Knowing how to identify wine glass shapes (also called stemware) is a useful skill.
Choices were certainly simpler 40 years ago and the shapes were obvious: aperitif, reds, champagne and liqueur. As wine has grown in popularity over the years, so have the styles and choices for glasses.
Huckleberry’s Natural Market wine specialist Lou Anne Moxcey says most people need a clear glass big enough to hold 4 to 5 ounces with enough room to swirl the wine.
“There is no wrong wine glass,” she explains. “You can enhance your wine experience in different ways with glasses.”
Stemware manufacturers matched the level of sophistication of wine with a unique size and shape for almost every variation. With the help of wine producers they tailored the shape, size and color of the glass to give the consumer the best possible tasting experience. Some shapes are still obvious; larger glasses for dinner wines, small for an aperitif and taller, narrow glasses for champagne to enhance the bubbles and concentrate the aromas of lighter white wines.
Most wine drinkers agree: The correct glass enhances the experience of the beverage.
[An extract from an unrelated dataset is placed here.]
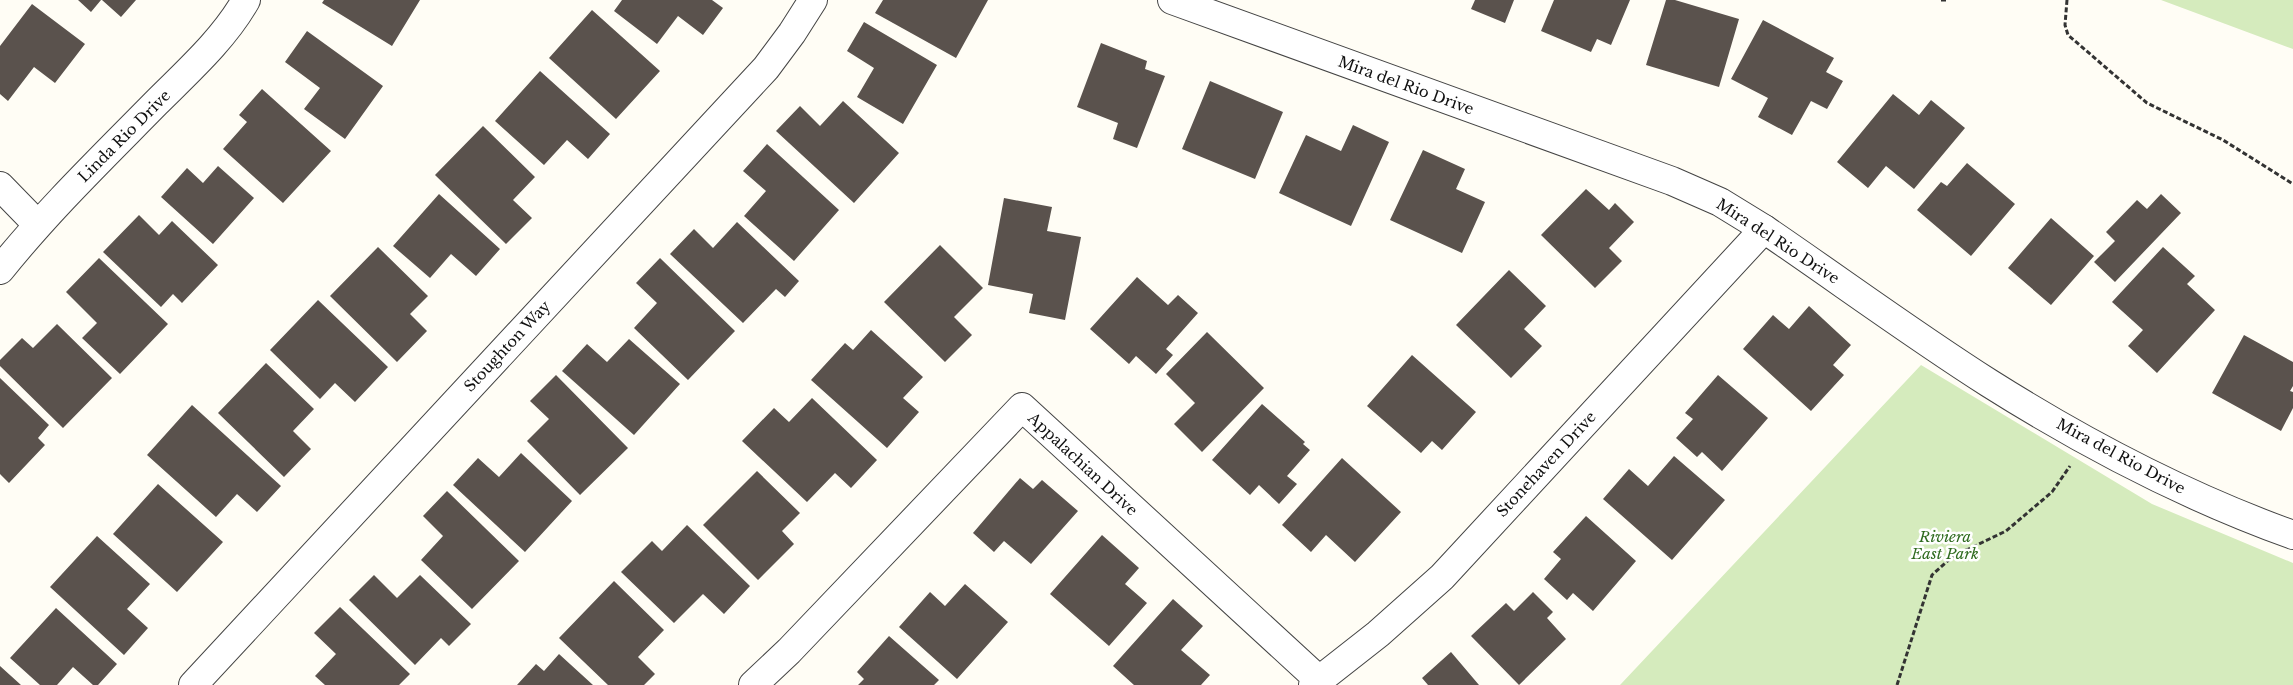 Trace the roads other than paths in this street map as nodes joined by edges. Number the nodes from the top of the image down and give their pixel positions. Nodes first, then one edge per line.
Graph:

Taste and smell (or bouquet) is affected by the visual aspect. More importantly the correct shape changes the way your taste buds come into contact with the wine and the way aromas are captured within the glass
Not everyone has a champagne budget and unlimited cabinet space to accommodate the many sizes available in stemware. Producers such as Riedel developed an array of high-end to medium-priced glasses that can meet almost all of the average wine drinker’s need. Those who wish to limit their stemware to a single size can find inexpensive designs that are still attractive and do the job.
According to Moxcey, the stemless glass was developed by a manufacturer for a client who wanted a glass that wouldn’t tip on his boat. But stemless glasses have their drawbacks.
“They do tend to show fingerprints and when held, over time, can heat up the wine,” she explains.
When a different wine accompanies each course at a meal, separate glasses should be arranged in the order they are to be used, right to left. Wine is traditionally poured from the right. A full water glass keeps the nondrinkers busy and helps cleanse the wine-drinker’s palate between courses.
Glasses should be filled one third to one half full. Room at the top of the glass captures the bouquet as it rises from the swirled wine, and allows the glass to be angled to enjoy the color of the wine.
For those who want to keep it simple, Wine Spectator columnist James Laube recommends two basic styles from Reidel and Spiegelau; Vinum Bordeaux and Vinum Chardonnay/Pinot Noir.
Moxcey concludes, “In my experience you can have a fine wine in a mediocre glass and it is still a fine wine. A better glass enhances the experience. It’s part of the appreciation of wine.”